(GIVEN DATA)
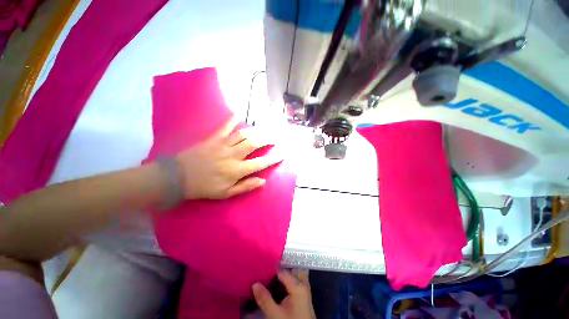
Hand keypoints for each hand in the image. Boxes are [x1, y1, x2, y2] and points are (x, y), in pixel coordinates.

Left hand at [175, 117, 282, 199]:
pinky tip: (239, 112)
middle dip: (267, 139)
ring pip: (243, 134)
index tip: (282, 154)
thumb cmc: (204, 187)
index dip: (273, 158)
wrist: (178, 177)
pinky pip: (225, 126)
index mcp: (236, 170)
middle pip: (254, 144)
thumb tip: (262, 180)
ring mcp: (223, 145)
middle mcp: (232, 155)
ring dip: (256, 130)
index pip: (260, 163)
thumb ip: (245, 186)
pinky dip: (232, 119)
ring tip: (264, 128)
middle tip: (275, 137)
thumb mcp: (226, 193)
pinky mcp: (213, 138)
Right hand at [252, 270, 315, 318]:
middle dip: (277, 270)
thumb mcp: (276, 314)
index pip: (282, 270)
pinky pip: (293, 282)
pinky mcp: (302, 295)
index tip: (261, 266)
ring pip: (291, 276)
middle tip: (264, 269)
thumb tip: (254, 284)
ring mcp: (304, 289)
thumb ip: (265, 299)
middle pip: (288, 271)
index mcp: (298, 284)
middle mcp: (302, 283)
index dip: (271, 268)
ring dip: (281, 276)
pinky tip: (275, 285)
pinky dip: (285, 282)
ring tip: (267, 275)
(End GIVEN DATA)
Print nothing except the lines from the line containing "pinky pip: (293, 282)" to the end of the listing, exactly as written.

**EXERCISE SOLUTION**
pinky pip: (293, 282)
pinky mcp: (302, 295)
index tip: (261, 266)
ring pip: (291, 276)
middle tip: (264, 269)
thumb tip: (254, 284)
ring mcp: (304, 289)
thumb ip: (265, 299)
middle pip: (288, 271)
index mcp: (298, 284)
middle mcp: (302, 283)
index dip: (271, 268)
ring dip: (281, 276)
pinky tip: (275, 285)
pinky dip: (285, 282)
ring tip: (267, 275)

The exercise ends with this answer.